◆ PROMPT:
Extract the records in full, leaving every picture out.
***** INFORMATION PROVIDED
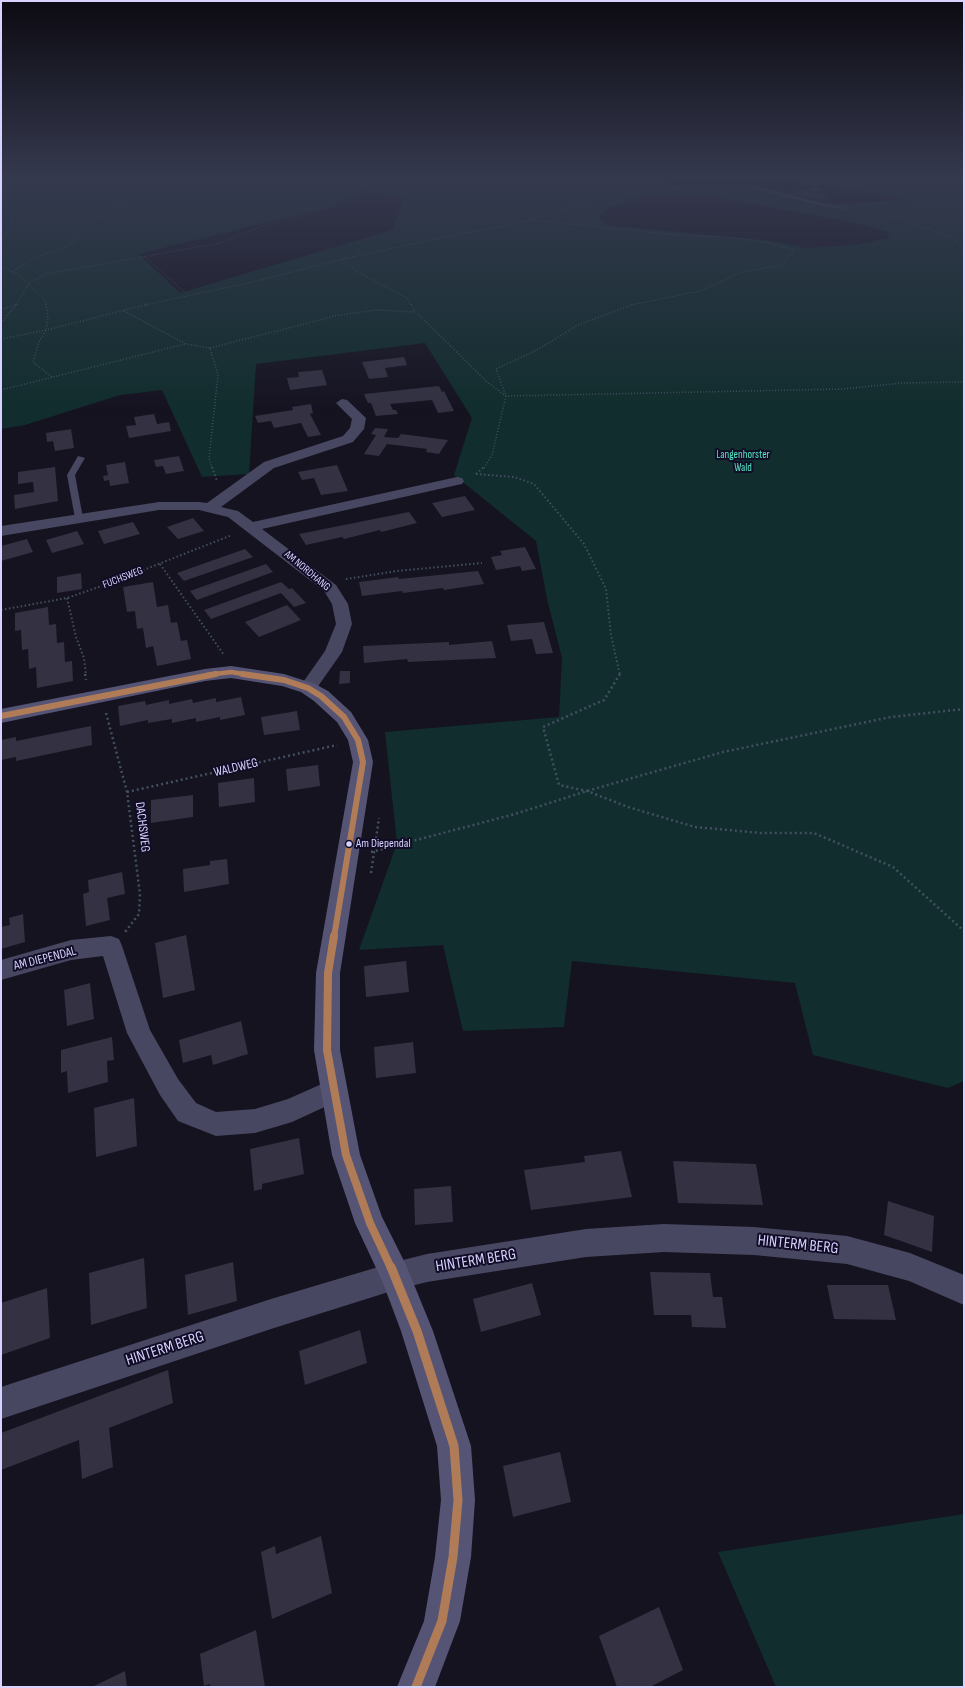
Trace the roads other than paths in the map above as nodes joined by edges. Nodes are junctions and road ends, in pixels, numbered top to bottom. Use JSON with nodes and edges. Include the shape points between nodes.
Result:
{"nodes":[{"id":1,"x":342,"y":403,"type":"dead end"},
{"id":2,"x":80,"y":458,"type":"dead end"},
{"id":3,"x":457,"y":481,"type":"road end"},
{"id":4,"x":211,"y":508,"type":"junction"},
{"id":5,"x":79,"y":518,"type":"junction"},
{"id":6,"x":251,"y":526,"type":"junction"},
{"id":7,"x":1,"y":531,"type":"edge"},
{"id":8,"x":308,"y":688,"type":"junction"},
{"id":9,"x":1,"y":716,"type":"edge"},
{"id":10,"x":1,"y":970,"type":"edge"},
{"id":11,"x":333,"y":1091,"type":"junction"},
{"id":12,"x":395,"y":1276,"type":"junction"},
{"id":13,"x":964,"y":1290,"type":"edge"},
{"id":14,"x":1,"y":1403,"type":"edge"},
{"id":15,"x":416,"y":1687,"type":"edge"}],
"edges":[{"from":1,"to":4,"type":"street","via":[[359,418],[358,429],[348,439],[269,465]]},
{"from":2,"to":5,"type":"lane","via":[[71,475]]},
{"from":3,"to":6,"type":"street"},
{"from":4,"to":5,"type":"street","name":"AM NORDHANG","via":[[187,505],[159,506]]},
{"from":4,"to":6,"type":"street","name":"AM NORDHANG","via":[[233,514]]},
{"from":5,"to":7,"type":"street","name":"AM NORDHANG"},
{"from":6,"to":8,"type":"street","name":"AM NORDHANG","via":[[330,588],[340,604],[344,624],[333,652]]},
{"from":8,"to":9,"type":"street","via":[[257,675],[218,673]]},
{"from":8,"to":11,"type":"street","via":[[344,717],[360,746],[363,762],[364,861],[328,973],[327,1050]]},
{"from":10,"to":11,"type":"street","name":"AM DIEPENDAL","via":[[71,950],[111,946],[139,1034],[169,1087],[187,1112],[216,1124],[255,1121],[292,1110]]},
{"from":11,"to":12,"type":"street","via":[[346,1155],[370,1224]]},
{"from":12,"to":13,"type":"street","name":"HINTERM BERG","via":[[427,1268],[586,1243],[664,1238],[739,1240],[847,1250],[910,1267]]},
{"from":12,"to":14,"type":"street","name":"HINTERM BERG"},
{"from":12,"to":15,"type":"street","via":[[417,1331],[454,1446],[458,1500],[454,1557],[442,1621]]}]}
**********
◆ REPLY TO THE EXERCISE:
Trace the roads other than paths in the map above as nodes joined by edges. Nodes are junctions and road ends, in pixels, numbered top to bottom. Use JSON with nodes and edges. Include the shape points between nodes.
Result:
{"nodes":[{"id":1,"x":342,"y":403,"type":"dead end"},
{"id":2,"x":80,"y":458,"type":"dead end"},
{"id":3,"x":457,"y":481,"type":"road end"},
{"id":4,"x":211,"y":508,"type":"junction"},
{"id":5,"x":79,"y":518,"type":"junction"},
{"id":6,"x":251,"y":526,"type":"junction"},
{"id":7,"x":1,"y":531,"type":"edge"},
{"id":8,"x":308,"y":688,"type":"junction"},
{"id":9,"x":1,"y":716,"type":"edge"},
{"id":10,"x":1,"y":970,"type":"edge"},
{"id":11,"x":333,"y":1091,"type":"junction"},
{"id":12,"x":395,"y":1276,"type":"junction"},
{"id":13,"x":964,"y":1290,"type":"edge"},
{"id":14,"x":1,"y":1403,"type":"edge"},
{"id":15,"x":416,"y":1687,"type":"edge"}],
"edges":[{"from":1,"to":4,"type":"street","via":[[359,418],[358,429],[348,439],[269,465]]},
{"from":2,"to":5,"type":"lane","via":[[71,475]]},
{"from":3,"to":6,"type":"street"},
{"from":4,"to":5,"type":"street","name":"AM NORDHANG","via":[[187,505],[159,506]]},
{"from":4,"to":6,"type":"street","name":"AM NORDHANG","via":[[233,514]]},
{"from":5,"to":7,"type":"street","name":"AM NORDHANG"},
{"from":6,"to":8,"type":"street","name":"AM NORDHANG","via":[[330,588],[340,604],[344,624],[333,652]]},
{"from":8,"to":9,"type":"street","via":[[257,675],[218,673]]},
{"from":8,"to":11,"type":"street","via":[[344,717],[360,746],[363,762],[364,861],[328,973],[327,1050]]},
{"from":10,"to":11,"type":"street","name":"AM DIEPENDAL","via":[[71,950],[111,946],[139,1034],[169,1087],[187,1112],[216,1124],[255,1121],[292,1110]]},
{"from":11,"to":12,"type":"street","via":[[346,1155],[370,1224]]},
{"from":12,"to":13,"type":"street","name":"HINTERM BERG","via":[[427,1268],[586,1243],[664,1238],[739,1240],[847,1250],[910,1267]]},
{"from":12,"to":14,"type":"street","name":"HINTERM BERG"},
{"from":12,"to":15,"type":"street","via":[[417,1331],[454,1446],[458,1500],[454,1557],[442,1621]]}]}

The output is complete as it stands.